Argh, apparently generating those mxr links from an old tree means they don't quite point at the right places. Ideally people will be able to follow what's going on. =/
I don't understand anything from this code to be honest, but your theory sounds plausible at least!
I'll post my patch in bug 981085.
Flags: needinfo?(mar.castelluccio)
(In reply to Nathan Froyd (:froydnj) from comment #104) > The interesting line is here: > > http://mxr.mozilla.org/mozilla-central/source/toolkit/components/osfile/ > modules/osfile_async_worker.js#107 > > where we call self.close() in an attempt to shutdown the worker. I don't > immediately see where |self| is coming from here, though this is what the > MDN page recommends? > > https://developer.mozilla.org/en-US/docs/Web/Guide/Performance/ > Using_web_workers#Terminating_a_worker |self| is a global of workers. > I think the expected order of events here is: [...] > And so we have a race. Does that sound plausible to anybody else? Shouldn't this have been fixed by the latest patch to bug 965527? Or are we talking about an older codebase?
Flags: needinfo?(dteller)
Also, I can't find any trace of a OS.File error in the logs. Ehsan: Indeed, the code of OS.File is often hard to follow. Some of it can be improved, but it's going to be a long task – neither ChromeWorkers nor js-ctypes make it very easy to work nice code.

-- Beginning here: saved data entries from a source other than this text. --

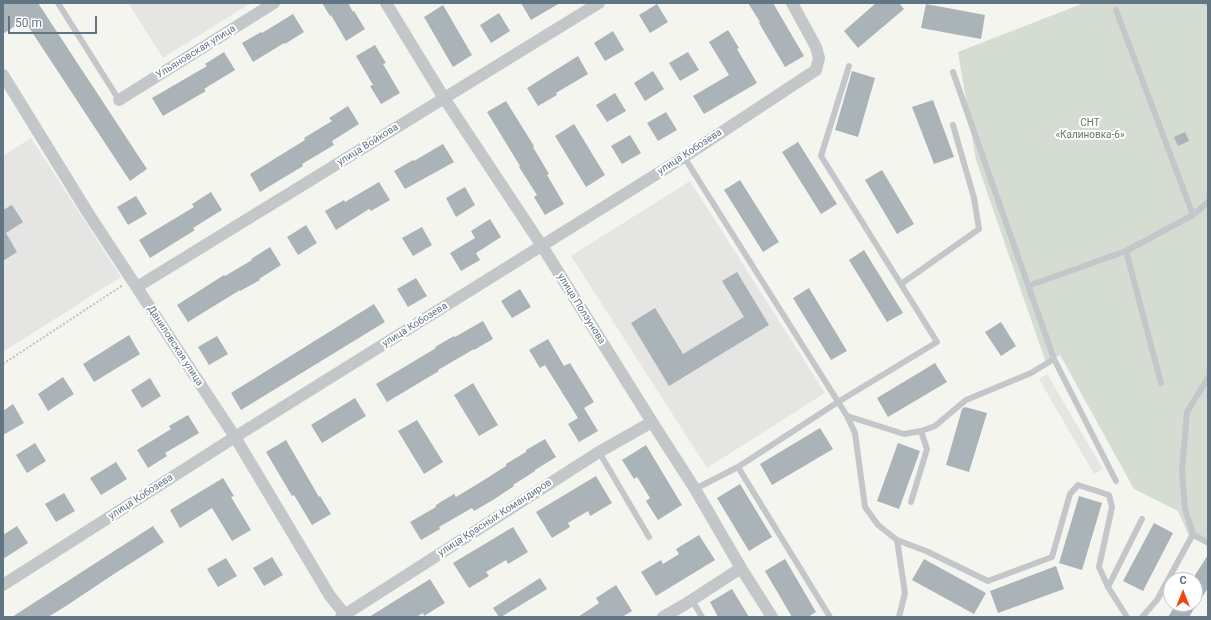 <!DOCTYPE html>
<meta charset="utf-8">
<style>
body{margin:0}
#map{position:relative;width:1211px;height:620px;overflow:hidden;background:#f5f5f0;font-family:Roboto,sans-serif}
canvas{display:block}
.frame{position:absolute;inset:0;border:4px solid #617583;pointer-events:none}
.north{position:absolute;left:1163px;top:572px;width:40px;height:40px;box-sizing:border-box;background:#fff;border:1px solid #c0c8cd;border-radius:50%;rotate:0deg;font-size:11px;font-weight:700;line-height:16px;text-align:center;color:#617583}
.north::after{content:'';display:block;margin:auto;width:14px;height:18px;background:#ee4516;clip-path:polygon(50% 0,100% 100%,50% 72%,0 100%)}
.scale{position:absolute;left:8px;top:16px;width:89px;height:18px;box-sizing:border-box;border:2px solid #617583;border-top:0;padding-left:5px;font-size:12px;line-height:14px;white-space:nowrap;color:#617583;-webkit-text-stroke:3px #fff;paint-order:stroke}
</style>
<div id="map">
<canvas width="1211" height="620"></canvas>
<div class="frame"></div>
<div class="north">С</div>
<div class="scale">50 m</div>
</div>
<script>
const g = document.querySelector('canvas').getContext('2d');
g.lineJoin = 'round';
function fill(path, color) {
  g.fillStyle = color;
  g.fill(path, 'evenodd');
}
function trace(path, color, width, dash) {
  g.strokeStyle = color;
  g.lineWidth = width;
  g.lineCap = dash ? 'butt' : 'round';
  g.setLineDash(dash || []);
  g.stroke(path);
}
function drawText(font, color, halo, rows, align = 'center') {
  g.font = font + ' Roboto,sans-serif';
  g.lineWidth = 4;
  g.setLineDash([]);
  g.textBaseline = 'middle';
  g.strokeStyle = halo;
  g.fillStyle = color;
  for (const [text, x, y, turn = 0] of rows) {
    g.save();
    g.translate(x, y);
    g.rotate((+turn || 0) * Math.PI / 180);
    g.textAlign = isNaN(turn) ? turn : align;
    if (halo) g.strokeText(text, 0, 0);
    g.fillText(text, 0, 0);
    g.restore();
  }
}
const built = new Path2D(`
 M128,3H251L163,58Z
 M31,138L121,277L3,352V156Z
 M690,181L825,393L707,468L571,256Z
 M1047,374L1103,469L1094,474L1039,379Z`);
const green = new Path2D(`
 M1084,3H1208V545L1190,538L1178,511L1134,489L1060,355L1046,363L976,160L958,52Z`);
const building = new Path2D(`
 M3,3H38L147,169L130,181L24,20L3,34Z
 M322,3H348L353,12L354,11L365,29L346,41L331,15L330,16Z
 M521,3H560L531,20Z
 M748,3H773L804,56L785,67L759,23L760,22Z
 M876,3H899L904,9L858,48L844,31Z
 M657,4L668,22L650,33L639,15Z
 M926,4L985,15L981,39L921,28Z
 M443,5L472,55L453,67L424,17Z
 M499,13L510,31L491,43L480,25Z
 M293,14L304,32L285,44L284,43L253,62L242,43L261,32L262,33Z
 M728,30L739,48L737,49L757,83L704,114L693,96L729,75L709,42Z
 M613,31L624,50L605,61L594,43Z
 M375,45L386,63L383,64L400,93L381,104L370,86L373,85L356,56Z
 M224,52L235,70L204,89L206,91L163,116L152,98L207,66L205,64Z
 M688,52L699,70L680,81L669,63Z
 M578,56L588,74L556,93L557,95L538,106L527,88Z
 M653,71L664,89L645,101L634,83Z
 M852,71L875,78L858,137L835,130Z
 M615,93L626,111L607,122L596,105Z
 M933,100L954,157L934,164L912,107Z
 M506,101L534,146L533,147L549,174L547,175L564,204L545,215L534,197L537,195L519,167L520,166L487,112Z
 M348,106L359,124L332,141L334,145L302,164L303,166L260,192L250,174L305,140L304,138L332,121L329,118Z
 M666,112L677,130L658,141L647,123Z
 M574,124L605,175L586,187L555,136Z
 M1185,132L1189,141L1178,146L1174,137Z
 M630,135L641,153L622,164L611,146Z
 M798,142L837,204L821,214L782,152Z
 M443,144L454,162L405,189L394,171L413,160L414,161Z
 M882,170L914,224L897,234L865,180Z
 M740,180L779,242L763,252L724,190Z
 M379,182L390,200L371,211L369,209L336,230L325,211L344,200L345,202Z
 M465,187L475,205L456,217L446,198Z
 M211,192L222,210L193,228L195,230L150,258L139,240L194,207L192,204Z
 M136,196L147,214L128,225L117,207Z
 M12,205L23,222L6,233L17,252L3,261V210Z
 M490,219L501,237L476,253L480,260L461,271L450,253L475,238L471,231Z
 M306,225L317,243L298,255L287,237Z
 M422,227L432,245L413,256L402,238Z
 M270,247L281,265L259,279L260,280L240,291V290L188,322L177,305L224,275L225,276L252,260L251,259Z
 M864,250L903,313L887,322L849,260Z
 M737,272L769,325L669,386L631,323L655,308L683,354L744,317L722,281Z
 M416,278L427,296L408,307L397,289Z
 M809,288L847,351L831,360L793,298Z
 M520,289L531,307L512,318L501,301Z
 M374,304L385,322L241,410L231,393Z
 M483,321L493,339L474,350V349L438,370L439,371L387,402L376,384L436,348L435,347L454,336L455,337Z
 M1001,322L1016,346L1001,356L985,332Z
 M129,335L140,354L94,382L83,364Z
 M217,336L228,354L209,365L198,347Z
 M548,339L564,366L570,363L594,402L584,408L598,431L579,442L568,424L578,418L545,365L540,368L529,350Z
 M935,363L947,382L888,417L877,398Z
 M63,377L74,394L48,411L38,394Z
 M150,378L161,396L142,408L131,390Z
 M473,383L498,425L479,436L454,395Z
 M355,398L366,416L322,443L311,425Z
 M13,404L24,423L3,435V411Z
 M965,407L987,413L969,472L946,465L962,409Z
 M188,415L199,433L165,453L167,456L148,468L137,450L171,429L169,426Z
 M417,420L443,462L424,474L398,431Z
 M820,428L833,449L772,485L760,464Z
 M545,439L556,457L535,470V471L513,485L514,486L493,500L474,511L472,508L439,527L440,529L421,540L410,522L436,507V505L454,494L456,497L484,480L506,466V464L526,452V450Z
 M286,440L319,497L320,496L331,514L312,525L294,495L292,496L266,452Z
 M35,443L46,461L27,473L16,455Z
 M898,443L920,451L899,509L877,501Z
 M646,445L682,505L658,520L646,501L650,498L637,477L634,479L622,460Z
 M116,462L127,479L101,495L90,478Z
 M596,476L612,503L590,516L588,511L568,523L570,527L552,538L536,512Z
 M223,478L234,496L231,497L251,530L232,541L212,508L180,528L170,510Z
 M740,484L772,537L749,551L717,498Z
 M64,493L75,511L56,522L45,504Z
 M1079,496L1102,503L1082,570L1059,563Z
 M1154,523L1173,533L1143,591L1123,581Z
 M17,526L28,543L3,559V535Z
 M153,526L164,542L114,574L66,606L48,617H12Z
 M513,527L528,552L508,564L506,560L486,572L489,576L469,588L453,563Z
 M699,535L715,560L656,596L641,572L661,560L663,564L679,554L676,549Z
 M1208,555V588L1195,608V607L1189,617H1168L1176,604H1195V575Z
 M272,557L283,575L264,586L253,568Z
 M226,558L237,576L218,587L207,569Z
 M785,559L816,612L808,617H792L765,571Z
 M924,559L986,593L974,614L912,580Z
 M1056,566L1064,589L998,613L990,591Z
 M540,578L547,589L501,617H499L493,608Z
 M430,579L445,603L424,616L423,613L416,617H369Z
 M616,585L632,611L622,617H578L599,603L596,598Z
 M732,589L749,617H718L710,602Z`);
const path = new Path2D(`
 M3,364L123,285`);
const service = new Path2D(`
 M58,3L119,100
 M1207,3L1208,4
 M1116,10L1193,215
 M953,72L1054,359L1116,481
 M684,157L847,416L855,433L865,507L878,525L897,540L926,551L988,581L1052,557L1070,494L1078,485L1109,495L1112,507L1099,567L1108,587L1127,617
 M1126,251L1161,383
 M901,284L979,229L974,198L953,125
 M1028,286L1126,251L1193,215L1208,202
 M847,416L904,434L921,431L935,426L966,400L1031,373L1054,359
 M599,452L649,537
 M738,467L830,617
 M695,489L738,467L838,402L937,342L821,156L849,66
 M911,502L927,449L921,431
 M1193,534L1208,543
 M897,540L905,593L899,617
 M1108,587L1142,519
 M692,600L702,617
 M1142,617L1157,600L1193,534L1185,509L1182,470L1187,412L1208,378`);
const minor = new Path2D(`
 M386,3L444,98L542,246L652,422L695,489L741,568L772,617
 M3,75L88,213L235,437L330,596L347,617
 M119,100L274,3
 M137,287L599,3
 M3,585L235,437L684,157L816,70L819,58L816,47L792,3
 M341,617L599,452L652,422
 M663,617L684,605L741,568`);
const streetNames = [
 ["Ульяновская улица",196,52,-32],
 ["улица Войкова",368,145,-32],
 ["улица Кобозева",690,152,-33],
 ["улица Ползунова",581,309,58],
 ["улица Кобозева",415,325,-32],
 ["Даниловская улица",175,346,57],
 ["улица Кобозева",141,497,-33],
 ["улица Красных Командиров",495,518,-33]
];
const parkNames = [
 ["СНТ",1090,123],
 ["«Калиновка-6»",1090,135]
];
fill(built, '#e5e6e4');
fill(green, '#d5dcd1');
fill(building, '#aab3b7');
trace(path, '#bdbfc1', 2, [2, 2]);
trace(service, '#c3c7ca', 6);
trace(minor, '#c3c7ca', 12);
drawText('10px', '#617583', '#fff', streetNames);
drawText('10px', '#667a61', '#fff', parkNames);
</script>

(In reply to David Rajchenbach Teller [:Yoric] (currently away from bugzilla – ETA March 11th – please use "needinfo?") from comment #110) > > And so we have a race. Does that sound plausible to anybody else? > > Shouldn't this have been fixed by the latest patch to bug 965527? > Or are we talking about an older codebase? You can test to see if that fix has worked by pushing a try run which re-enables the tests disabled here. Most of the tests that have been hitting this bug have been disabled because they fail intermittently too many times. (In reply to David Rajchenbach Teller [:Yoric] (currently away from bugzilla – ETA March 11th – please use "needinfo?") from comment #111) > Also, I can't find any trace of a OS.File error in the logs. Comment 85 describes the things you see in the log, and comment 99 explains my debugging session on try up to the point I narrowed this down to the OS.File code. Did you read both of them? The latter is very important as it explains everything I've done over the period of a few days debugging this on try. > Ehsan: Indeed, the code of OS.File is often hard to follow. Some of it can > be improved, but it's going to be a long task – neither ChromeWorkers nor > js-ctypes make it very easy to work nice code. I talked to Taras and Nathan about this on Friday (since you were out on that day.) Nathan told me that we're rewriting parts of this code in C++, which should help make things better, and I did look at the code and it didn't look very simple to me. I argued the case that JS is a very strange choice to have implemented this in, and Taras argued the opposite case saying that node.js has been able to do this in js, so should we. That didn't really go anywhere I don't think. Anyways, I filed bug 981085 to get the DOM apps code moved away from OS.File mostly because of this bug and the fact that it seems to be much slower and more resource intensive than the alternative. My immediate interest is to see this bug fixed so that we can switch back to OS.File once the rest of the problems with it have been addressed. If you'd like to discuss future improvements, please ping me, as I'm interested to see this component improve, but none of this should block fixing this bug. :-)
Flags: needinfo?(dteller)
(In reply to comment #111) > Also, I can't find any trace of a OS.File error in the logs. (If this refers to Nathan's try push, please ignore that part of my reply! I don't know what Nathan has pushed to try, but presumably if it doesn't help discover anything then we need more logging or something.) Also, note that I expect this to be reproducible locally in an emulator build.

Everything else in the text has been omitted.